To show (ii) we must show that $(\phi_{n}^{(k)}) \rightarrow \phi^{(k)}$ uniformly. In other words, for all $\epsilon > 0$ there exists $N$ such that for all $n > N$ and all $x$ we have $|\phi_{n}^{(k)} - \phi^{(k)}| < \epsilon$.
And I am lost here but it does seem that I can somehow use the inequalities bounded by the functions $\gamma$ to show uniform convergence perhaps by the triangle inequality but I get lost in the inequalities.
Hopefully my approach and understanding of the problem is correct so far. Any suggestions and hints are welcomed.
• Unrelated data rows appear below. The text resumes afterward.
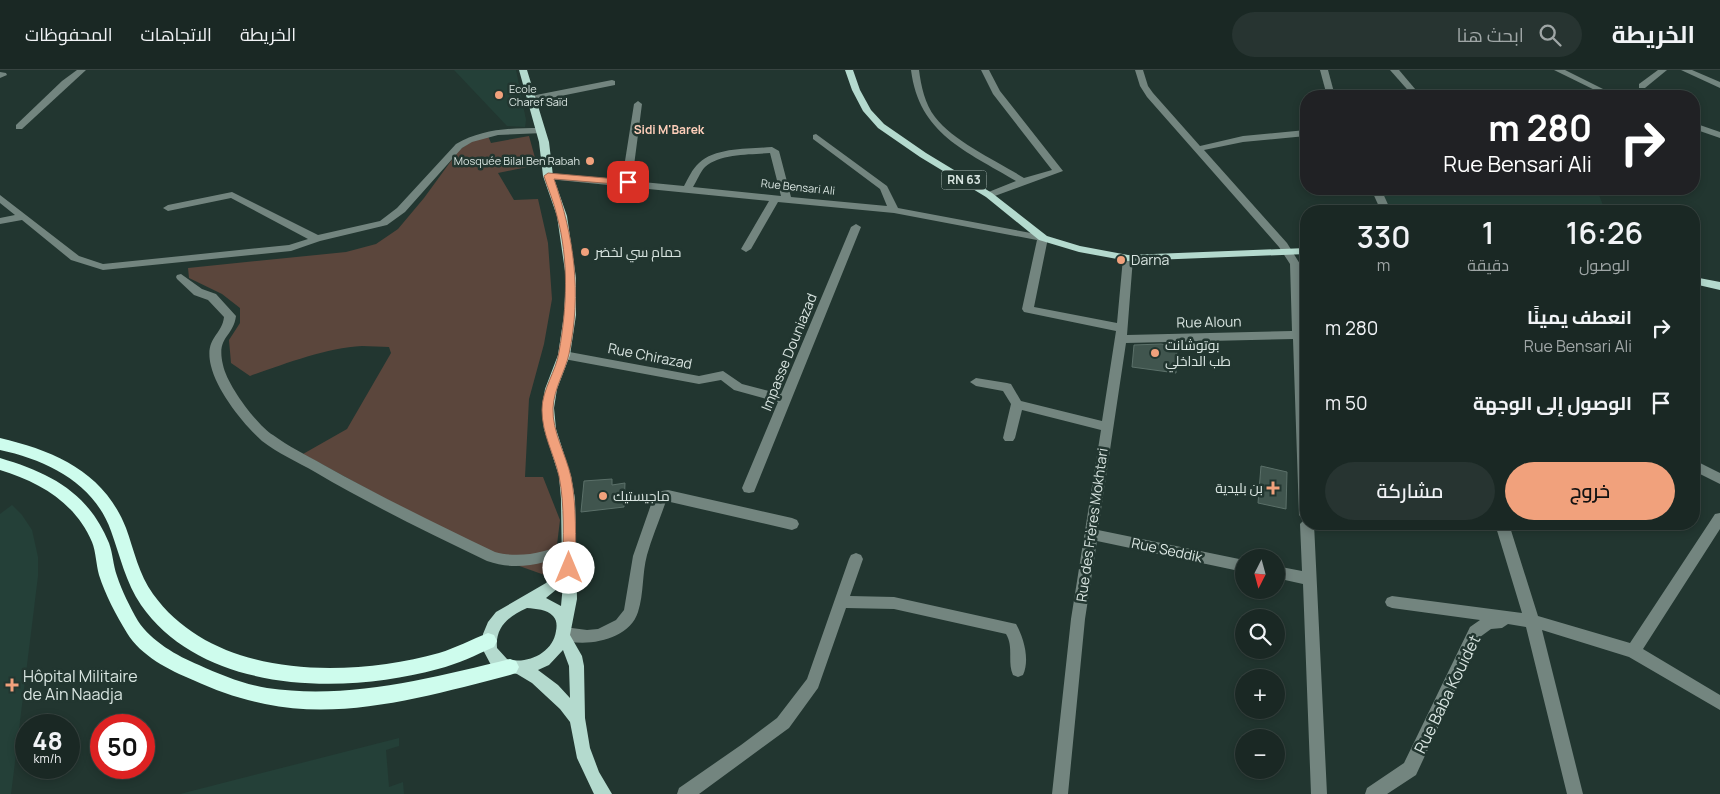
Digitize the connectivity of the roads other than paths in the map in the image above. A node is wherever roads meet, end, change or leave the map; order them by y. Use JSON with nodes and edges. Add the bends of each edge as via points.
{"nodes":[{"id":1,"x":82,"y":70,"type":"edge"},
{"id":2,"x":523,"y":70,"type":"edge"},
{"id":3,"x":849,"y":70,"type":"edge"},
{"id":4,"x":915,"y":70,"type":"edge"},
{"id":5,"x":985,"y":70,"type":"edge"},
{"id":6,"x":1140,"y":70,"type":"edge"},
{"id":7,"x":1324,"y":70,"type":"edge"},
{"id":8,"x":1394,"y":70,"type":"edge"},
{"id":9,"x":1558,"y":70,"type":"edge"},
{"id":10,"x":1663,"y":70,"type":"edge"},
{"id":11,"x":1686,"y":70,"type":"edge"},
{"id":12,"x":612,"y":84,"type":"dead end"},
{"id":13,"x":1720,"y":84,"type":"edge"},
{"id":14,"x":1642,"y":86,"type":"dead end"},
{"id":15,"x":1329,"y":90,"type":"edge"},
{"id":16,"x":1412,"y":90,"type":"edge"},
{"id":17,"x":1600,"y":90,"type":"edge"},
{"id":18,"x":531,"y":99,"type":"junction"},
{"id":19,"x":638,"y":104,"type":"dead end"},
{"id":20,"x":19,"y":127,"type":"dead end"},
{"id":21,"x":1700,"y":128,"type":"edge"},
{"id":22,"x":540,"y":131,"type":"junction"},
{"id":23,"x":1300,"y":134,"type":"edge"},
{"id":24,"x":1720,"y":135,"type":"edge"},
{"id":25,"x":816,"y":137,"type":"dead end"},
{"id":26,"x":1198,"y":149,"type":"junction"},
{"id":27,"x":548,"y":176,"type":"junction"},
{"id":28,"x":1023,"y":181,"type":"junction"},
{"id":29,"x":628,"y":182,"type":"junction"},
{"id":30,"x":688,"y":188,"type":"junction"},
{"id":31,"x":989,"y":195,"type":"junction"},
{"id":32,"x":0,"y":198,"type":"edge"},
{"id":33,"x":781,"y":198,"type":"junction"},
{"id":34,"x":168,"y":208,"type":"dead end"},
{"id":35,"x":894,"y":210,"type":"junction"},
{"id":36,"x":24,"y":217,"type":"junction"},
{"id":37,"x":0,"y":221,"type":"edge"},
{"id":38,"x":856,"y":227,"type":"dead end"},
{"id":39,"x":1043,"y":238,"type":"junction"},
{"id":40,"x":316,"y":239,"type":"junction"},
{"id":41,"x":746,"y":249,"type":"dead end"},
{"id":42,"x":1288,"y":251,"type":"junction"},
{"id":43,"x":1300,"y":251,"type":"edge"},
{"id":44,"x":1128,"y":258,"type":"junction"},
{"id":45,"x":181,"y":277,"type":"dead end"},
{"id":46,"x":1700,"y":284,"type":"edge"},
{"id":47,"x":1720,"y":286,"type":"edge"},
{"id":48,"x":1300,"y":317,"type":"edge"},
{"id":49,"x":1121,"y":334,"type":"junction"},
{"id":50,"x":1300,"y":335,"type":"edge"},
{"id":51,"x":564,"y":355,"type":"junction"},
{"id":52,"x":976,"y":382,"type":"dead end"},
{"id":53,"x":786,"y":400,"type":"junction"},
{"id":54,"x":1017,"y":404,"type":"junction"},
{"id":55,"x":1106,"y":427,"type":"junction"},
{"id":56,"x":1009,"y":438,"type":"dead end"},
{"id":57,"x":0,"y":444,"type":"edge"},
{"id":58,"x":0,"y":464,"type":"edge"},
{"id":59,"x":1700,"y":468,"type":"edge"},
{"id":60,"x":1720,"y":479,"type":"edge"},
{"id":61,"x":750,"y":488,"type":"dead end"},
{"id":62,"x":1720,"y":518,"type":"edge"},
{"id":63,"x":792,"y":524,"type":"dead end"},
{"id":64,"x":1307,"y":530,"type":"edge"},
{"id":65,"x":1504,"y":530,"type":"edge"},
{"id":66,"x":1090,"y":534,"type":"junction"},
{"id":67,"x":569,"y":548,"type":"junction"},
{"id":68,"x":856,"y":559,"type":"dead end"},
{"id":69,"x":1235,"y":564,"type":"edge"},
{"id":70,"x":569,"y":568,"type":"junction"},
{"id":71,"x":1285,"y":574,"type":"edge"},
{"id":72,"x":1309,"y":579,"type":"junction"},
{"id":73,"x":527,"y":602,"type":"junction"},
{"id":74,"x":842,"y":602,"type":"junction"},
{"id":75,"x":1392,"y":602,"type":"dead end"},
{"id":76,"x":1532,"y":621,"type":"junction"},
{"id":77,"x":564,"y":632,"type":"junction"},
{"id":78,"x":488,"y":641,"type":"junction"},
{"id":79,"x":1633,"y":651,"type":"junction"},
{"id":80,"x":515,"y":668,"type":"junction"},
{"id":81,"x":1018,"y":670,"type":"dead end"},
{"id":82,"x":1720,"y":703,"type":"edge"},
{"id":83,"x":577,"y":720,"type":"junction"},
{"id":84,"x":604,"y":794,"type":"edge"},
{"id":85,"x":685,"y":794,"type":"edge"},
{"id":86,"x":1060,"y":794,"type":"edge"},
{"id":87,"x":1319,"y":794,"type":"edge"},
{"id":88,"x":1373,"y":794,"type":"edge"},
{"id":89,"x":1575,"y":794,"type":"edge"}],
"edges":[{"from":1,"to":20,"type":"street"},
{"from":2,"to":18,"type":"main road"},
{"from":3,"to":31,"type":"main road","number":"RN 63","via":[[867,111],[881,126]]},
{"from":4,"to":28,"type":"street","via":[[917,90],[934,121]]},
{"from":5,"to":28,"type":"street","via":[[996,92],[1058,171]]},
{"from":6,"to":26,"type":"street","via":[[1150,95]]},
{"from":7,"to":15,"type":"street"},
{"from":8,"to":16,"type":"street"},
{"from":9,"to":17,"type":"street"},
{"from":10,"to":14,"type":"street"},
{"from":11,"to":13,"type":"street"},
{"from":12,"to":18,"type":"street"},
{"from":18,"to":22,"type":"main road"},
{"from":19,"to":29,"type":"street"},
{"from":21,"to":24,"type":"street"},
{"from":22,"to":27,"type":"main road"},
{"from":22,"to":40,"type":"street","via":[[490,132],[470,139],[459,146],[401,210],[383,223]]},
{"from":23,"to":26,"type":"street","via":[[1243,139]]},
{"from":25,"to":35,"type":"street","via":[[884,188]]},
{"from":26,"to":42,"type":"street"},
{"from":27,"to":29,"type":"street","name":"Rue Bensari Ali"},
{"from":27,"to":51,"type":"main road","via":[[562,216],[571,278]]},
{"from":28,"to":31,"type":"street"},
{"from":29,"to":30,"type":"street","name":"Rue Bensari Ali"},
{"from":30,"to":33,"type":"street","name":"Rue Bensari Ali"},
{"from":30,"to":33,"type":"street","via":[[708,160],[772,150]]},
{"from":31,"to":39,"type":"main road","number":"RN 63"},
{"from":32,"to":36,"type":"street"},
{"from":33,"to":35,"type":"street","name":"Rue Bensari Ali"},
{"from":33,"to":41,"type":"street"},
{"from":34,"to":40,"type":"street","via":[[232,195]]},
{"from":35,"to":39,"type":"street","name":"Rue Bensari Ali"},
{"from":36,"to":37,"type":"street"},
{"from":36,"to":40,"type":"street","via":[[75,258],[104,267],[291,248]]},
{"from":38,"to":53,"type":"street","name":"Impasse Douniazad"},
{"from":39,"to":44,"type":"main road","number":"RN 63"},
{"from":39,"to":49,"type":"street","name":"Rue Aloun","via":[[1028,309]]},
{"from":42,"to":43,"type":"main road","number":"RN 63"},
{"from":42,"to":44,"type":"main road","number":"RN 63"},
{"from":42,"to":48,"type":"street","via":[[1294,264]]},
{"from":44,"to":49,"type":"street","name":"Rue des Frères Mokhtari"},
{"from":45,"to":67,"type":"street","via":[[198,292],[212,297],[230,316],[229,324],[218,338],[215,350],[217,366],[238,406],[267,438],[374,500],[492,557],[525,562]]},
{"from":46,"to":47,"type":"main road"},
{"from":49,"to":50,"type":"street","name":"Rue Aloun"},
{"from":49,"to":55,"type":"street","name":"Rue des Frères Mokhtari"},
{"from":51,"to":53,"type":"street","name":"Rue Chirazad","via":[[699,380],[723,375],[738,387]]},
{"from":51,"to":67,"type":"main road","via":[[551,389],[548,414],[565,476]]},
{"from":52,"to":54,"type":"street","via":[[1007,387]]},
{"from":53,"to":61,"type":"street","name":"Impasse Douniazad"},
{"from":54,"to":55,"type":"street"},
{"from":54,"to":56,"type":"street"},
{"from":55,"to":66,"type":"street","name":"Rue des Frères Mokhtari"},
{"from":57,"to":78,"type":"highway","via":[[28,451],[60,465],[100,496],[115,520],[131,570],[148,601],[192,641],[234,661],[284,674],[357,676],[386,673],[440,660]]},
{"from":58,"to":80,"type":"highway","via":[[41,478],[77,503],[97,535],[109,576],[133,629],[167,659],[212,681],[266,697],[356,700],[415,691]]},
{"from":59,"to":60,"type":"street"},
{"from":62,"to":79,"type":"street"},
{"from":63,"to":77,"type":"street","via":[[661,496],[640,556],[631,612],[621,625],[600,635],[587,637]]},
{"from":64,"to":72,"type":"street"},
{"from":65,"to":76,"type":"street"},
{"from":66,"to":69,"type":"street","name":"Rue Seddik"},
{"from":66,"to":86,"type":"street","name":"Rue des Frères Mokhtari"},
{"from":67,"to":70,"type":"main road"},
{"from":68,"to":74,"type":"street"},
{"from":70,"to":73,"type":"main road","via":[[550,587]]},
{"from":70,"to":77,"type":"main road","via":[[570,599]]},
{"from":71,"to":72,"type":"street"},
{"from":72,"to":87,"type":"street"},
{"from":73,"to":77,"type":"main road","via":[[549,604],[557,610],[563,617]]},
{"from":73,"to":78,"type":"main road","via":[[501,616]]},
{"from":74,"to":81,"type":"street","via":[[894,603],[1011,629],[1017,639]]},
{"from":74,"to":85,"type":"street","via":[[813,683],[783,722]]},
{"from":75,"to":76,"type":"street"},
{"from":76,"to":79,"type":"street"},
{"from":76,"to":88,"type":"street","name":"Rue Baba Kouidet","via":[[1488,623],[1475,632],[1410,768]]},
{"from":76,"to":89,"type":"street"},
{"from":77,"to":80,"type":"main road","via":[[559,647],[542,662]]},
{"from":77,"to":83,"type":"main road","via":[[578,668]]},
{"from":78,"to":80,"type":"main road","via":[[494,658]]},
{"from":79,"to":82,"type":"street"},
{"from":80,"to":83,"type":"main road","via":[[538,677],[553,689]]},
{"from":83,"to":84,"type":"main road","via":[[593,781]]}]}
Edit 2: I also thought about what if the functions $\gamma$ were uniform continuous since they are continuous. But continuity does not imply uniform continuity in general. However, continuity on a closed bounded interval does indeed imply uniform continuity. I thought about using the compact support of the functions $\phi$ and then perhaps restricting the functions $\gamma$ to this closed and bounded interval. Not sure if this helps.